Discover more from Counting Stuff
The Many Ways of Learning Git
And other stuff about teaching stuff
Shinichi here looks about as confused as I feel
Starting this week at work, I’m going to be teaching a lot of fellow UX coworkers how to build something using The Cloud. By the time this publishes, we would’ve had our kickoff meeting. As one of the few people with any semblance of a data engineering background (even though it’s not all that much) within my local group, I was always helping put confusing user feedback into a clearer context. But it was getting clear that we could all benefit from learning about using The Cloud in a more general and holistic way.
With the exception of UX Engineers (people who actually code features/prototypes with a focus on usability and accessibility) most UXers do not have software engineering backgrounds. They’re writers, researchers, designers coming from a very wide set of disciplines, very few of which involve sitting at a computer and writing code.
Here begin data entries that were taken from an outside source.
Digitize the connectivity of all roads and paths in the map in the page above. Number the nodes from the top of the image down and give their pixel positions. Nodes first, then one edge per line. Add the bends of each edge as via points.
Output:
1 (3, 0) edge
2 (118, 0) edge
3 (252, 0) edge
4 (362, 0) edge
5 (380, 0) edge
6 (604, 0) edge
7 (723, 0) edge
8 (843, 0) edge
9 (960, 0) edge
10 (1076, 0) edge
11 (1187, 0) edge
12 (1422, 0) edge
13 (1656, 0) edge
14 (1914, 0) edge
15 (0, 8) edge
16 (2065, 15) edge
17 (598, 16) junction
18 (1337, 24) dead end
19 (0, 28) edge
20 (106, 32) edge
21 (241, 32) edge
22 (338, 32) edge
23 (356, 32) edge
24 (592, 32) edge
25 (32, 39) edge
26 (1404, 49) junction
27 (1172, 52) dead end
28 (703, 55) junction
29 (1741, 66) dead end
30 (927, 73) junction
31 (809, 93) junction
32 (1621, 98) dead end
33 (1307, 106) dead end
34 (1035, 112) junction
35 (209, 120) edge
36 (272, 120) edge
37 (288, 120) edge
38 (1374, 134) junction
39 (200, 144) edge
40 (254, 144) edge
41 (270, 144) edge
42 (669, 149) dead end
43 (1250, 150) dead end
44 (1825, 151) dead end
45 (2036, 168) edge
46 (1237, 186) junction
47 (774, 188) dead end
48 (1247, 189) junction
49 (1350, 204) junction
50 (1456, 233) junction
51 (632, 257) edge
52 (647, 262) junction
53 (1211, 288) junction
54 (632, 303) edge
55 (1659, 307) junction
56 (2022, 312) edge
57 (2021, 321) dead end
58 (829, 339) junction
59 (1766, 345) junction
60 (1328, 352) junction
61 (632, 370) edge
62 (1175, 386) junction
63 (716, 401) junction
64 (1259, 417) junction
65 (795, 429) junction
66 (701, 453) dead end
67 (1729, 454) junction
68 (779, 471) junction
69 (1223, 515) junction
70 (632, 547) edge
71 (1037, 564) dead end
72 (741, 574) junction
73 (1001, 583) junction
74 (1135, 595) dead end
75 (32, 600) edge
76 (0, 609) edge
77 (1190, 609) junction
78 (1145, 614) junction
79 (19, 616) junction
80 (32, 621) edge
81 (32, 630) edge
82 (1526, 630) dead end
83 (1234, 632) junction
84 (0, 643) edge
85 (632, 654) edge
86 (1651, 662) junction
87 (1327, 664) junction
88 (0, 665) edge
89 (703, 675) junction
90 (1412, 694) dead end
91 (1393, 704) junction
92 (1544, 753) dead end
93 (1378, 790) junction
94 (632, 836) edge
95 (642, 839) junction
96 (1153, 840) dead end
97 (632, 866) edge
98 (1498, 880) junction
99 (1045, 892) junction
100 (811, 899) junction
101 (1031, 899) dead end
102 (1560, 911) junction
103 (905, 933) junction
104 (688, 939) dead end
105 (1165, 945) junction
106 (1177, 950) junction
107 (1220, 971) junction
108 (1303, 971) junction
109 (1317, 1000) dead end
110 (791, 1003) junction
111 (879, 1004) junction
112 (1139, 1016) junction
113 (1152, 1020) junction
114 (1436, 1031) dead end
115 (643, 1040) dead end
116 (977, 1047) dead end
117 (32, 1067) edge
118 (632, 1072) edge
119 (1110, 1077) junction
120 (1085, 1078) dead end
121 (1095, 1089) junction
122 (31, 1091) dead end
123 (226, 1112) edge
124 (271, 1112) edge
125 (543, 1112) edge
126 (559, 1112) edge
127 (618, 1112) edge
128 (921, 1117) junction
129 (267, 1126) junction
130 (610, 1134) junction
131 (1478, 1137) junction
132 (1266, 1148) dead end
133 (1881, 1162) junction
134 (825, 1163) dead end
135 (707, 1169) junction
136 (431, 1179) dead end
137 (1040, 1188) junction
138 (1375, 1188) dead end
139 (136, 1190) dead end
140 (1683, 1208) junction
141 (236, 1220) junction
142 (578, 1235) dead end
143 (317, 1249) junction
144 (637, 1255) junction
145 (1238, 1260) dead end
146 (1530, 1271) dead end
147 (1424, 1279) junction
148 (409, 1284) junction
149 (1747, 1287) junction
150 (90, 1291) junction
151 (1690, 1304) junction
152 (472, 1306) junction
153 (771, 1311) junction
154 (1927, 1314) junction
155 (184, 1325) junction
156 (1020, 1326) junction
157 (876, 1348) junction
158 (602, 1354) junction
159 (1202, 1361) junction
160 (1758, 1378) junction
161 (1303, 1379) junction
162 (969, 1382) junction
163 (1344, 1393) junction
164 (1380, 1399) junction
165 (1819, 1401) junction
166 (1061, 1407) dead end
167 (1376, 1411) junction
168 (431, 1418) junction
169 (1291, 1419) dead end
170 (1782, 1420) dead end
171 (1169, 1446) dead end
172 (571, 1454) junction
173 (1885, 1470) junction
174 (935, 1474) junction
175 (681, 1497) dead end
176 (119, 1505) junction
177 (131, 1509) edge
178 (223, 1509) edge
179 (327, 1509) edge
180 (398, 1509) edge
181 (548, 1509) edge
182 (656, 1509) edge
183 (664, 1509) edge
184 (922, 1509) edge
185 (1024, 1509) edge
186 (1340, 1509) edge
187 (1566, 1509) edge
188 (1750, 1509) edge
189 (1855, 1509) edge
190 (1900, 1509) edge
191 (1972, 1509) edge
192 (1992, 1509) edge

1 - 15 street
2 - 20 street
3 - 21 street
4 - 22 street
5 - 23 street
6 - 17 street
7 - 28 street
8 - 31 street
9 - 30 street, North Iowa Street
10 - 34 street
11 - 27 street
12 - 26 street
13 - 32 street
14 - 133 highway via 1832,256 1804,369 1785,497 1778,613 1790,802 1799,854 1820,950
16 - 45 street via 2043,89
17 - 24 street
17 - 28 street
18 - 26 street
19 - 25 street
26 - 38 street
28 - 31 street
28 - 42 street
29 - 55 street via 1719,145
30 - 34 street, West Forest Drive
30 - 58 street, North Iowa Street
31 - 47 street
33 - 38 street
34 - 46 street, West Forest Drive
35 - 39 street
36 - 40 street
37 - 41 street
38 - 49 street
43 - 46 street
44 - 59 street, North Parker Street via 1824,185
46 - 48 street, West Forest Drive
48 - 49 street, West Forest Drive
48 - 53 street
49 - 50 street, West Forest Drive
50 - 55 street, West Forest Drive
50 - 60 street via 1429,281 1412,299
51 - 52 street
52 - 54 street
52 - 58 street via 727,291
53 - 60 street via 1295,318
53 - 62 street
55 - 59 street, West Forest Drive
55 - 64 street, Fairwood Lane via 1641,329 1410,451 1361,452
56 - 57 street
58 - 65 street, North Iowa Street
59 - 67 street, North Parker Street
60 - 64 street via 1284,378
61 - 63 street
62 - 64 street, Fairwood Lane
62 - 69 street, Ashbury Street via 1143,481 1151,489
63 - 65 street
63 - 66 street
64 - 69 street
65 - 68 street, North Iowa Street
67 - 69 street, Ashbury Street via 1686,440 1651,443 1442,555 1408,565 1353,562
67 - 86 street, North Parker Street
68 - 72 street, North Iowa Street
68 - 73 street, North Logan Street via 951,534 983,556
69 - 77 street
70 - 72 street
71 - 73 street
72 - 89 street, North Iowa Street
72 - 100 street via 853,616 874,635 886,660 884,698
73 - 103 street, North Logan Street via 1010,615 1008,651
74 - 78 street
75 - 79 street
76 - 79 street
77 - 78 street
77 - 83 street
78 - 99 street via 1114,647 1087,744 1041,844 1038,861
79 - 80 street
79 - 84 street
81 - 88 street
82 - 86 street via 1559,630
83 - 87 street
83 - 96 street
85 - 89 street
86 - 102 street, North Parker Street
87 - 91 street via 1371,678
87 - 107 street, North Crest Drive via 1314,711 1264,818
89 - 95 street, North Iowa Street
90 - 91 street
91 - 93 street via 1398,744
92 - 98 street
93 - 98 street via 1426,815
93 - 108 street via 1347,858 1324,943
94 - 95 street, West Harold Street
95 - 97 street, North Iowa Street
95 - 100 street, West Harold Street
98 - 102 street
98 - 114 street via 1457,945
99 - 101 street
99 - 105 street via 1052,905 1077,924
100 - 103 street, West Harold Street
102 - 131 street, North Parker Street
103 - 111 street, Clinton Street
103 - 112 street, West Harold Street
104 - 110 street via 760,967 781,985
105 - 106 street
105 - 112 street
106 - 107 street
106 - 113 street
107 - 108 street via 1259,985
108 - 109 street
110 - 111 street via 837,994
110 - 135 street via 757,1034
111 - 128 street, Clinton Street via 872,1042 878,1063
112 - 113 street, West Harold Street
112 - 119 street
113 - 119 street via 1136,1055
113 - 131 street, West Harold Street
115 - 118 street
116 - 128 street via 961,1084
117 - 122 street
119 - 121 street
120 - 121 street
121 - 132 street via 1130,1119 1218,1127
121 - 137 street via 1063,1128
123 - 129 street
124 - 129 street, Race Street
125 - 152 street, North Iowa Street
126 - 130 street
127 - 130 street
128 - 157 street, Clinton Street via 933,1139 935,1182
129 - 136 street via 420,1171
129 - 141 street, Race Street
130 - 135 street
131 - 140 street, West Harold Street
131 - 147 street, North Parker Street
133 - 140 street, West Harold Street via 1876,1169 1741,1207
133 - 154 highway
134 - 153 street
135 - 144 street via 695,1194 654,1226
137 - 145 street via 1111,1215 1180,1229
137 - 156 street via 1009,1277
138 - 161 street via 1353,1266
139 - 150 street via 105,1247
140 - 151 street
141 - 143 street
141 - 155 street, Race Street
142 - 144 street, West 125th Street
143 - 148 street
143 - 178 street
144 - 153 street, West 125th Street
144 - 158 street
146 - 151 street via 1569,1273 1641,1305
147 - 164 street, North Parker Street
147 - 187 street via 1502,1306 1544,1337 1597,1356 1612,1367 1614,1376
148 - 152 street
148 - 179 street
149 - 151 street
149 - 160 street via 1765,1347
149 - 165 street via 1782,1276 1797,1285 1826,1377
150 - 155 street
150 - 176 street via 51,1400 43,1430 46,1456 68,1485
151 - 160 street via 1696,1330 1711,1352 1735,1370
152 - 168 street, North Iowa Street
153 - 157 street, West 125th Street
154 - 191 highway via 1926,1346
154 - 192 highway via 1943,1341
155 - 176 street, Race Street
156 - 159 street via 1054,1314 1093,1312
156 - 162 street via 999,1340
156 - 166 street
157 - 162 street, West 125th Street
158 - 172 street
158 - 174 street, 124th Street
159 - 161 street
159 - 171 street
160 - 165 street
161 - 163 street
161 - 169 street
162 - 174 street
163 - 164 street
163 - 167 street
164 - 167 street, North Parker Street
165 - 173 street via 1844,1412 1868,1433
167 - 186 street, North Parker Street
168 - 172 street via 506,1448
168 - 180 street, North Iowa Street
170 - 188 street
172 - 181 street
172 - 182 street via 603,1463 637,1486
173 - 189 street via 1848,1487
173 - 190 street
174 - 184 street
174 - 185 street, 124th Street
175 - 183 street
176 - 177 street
It’s always a good idea for people involved in user experience to have a hands-on perspective about the things that they are working on, but not everything easily accessible. In a common example, sometimes UXers will experiment with using screen readers to get a rough sense of how someone with a visual disability might interact with their web site. They won’t be able to know every nuance that an actual real user would know, but at the very least they can understand the frustration when buttons don’t have the proper label and so only get read as “button” instead of “submit button”. Even a tiny bit of user empathy can take things from “unsuable” to “usable”.
The challenge ahead of us is that The Cloud is complicated tech that’s still changing rapidly. Think about how much technical knowledge is needed to understand something as simple as “hosting my blog in the cloud”. There’s multiple ways to do it, from fully managed stacks to running everything custom on a VM.
Why might we need blob storage? Why would we need caching or a CDN or clusters? How does IP networking work? What’s a web server, or a SQL server? How does it all “work together” to host a blog? Things that seem obvious and fundamental are actually embedded within a deep web of technical concepts that all lean on each other.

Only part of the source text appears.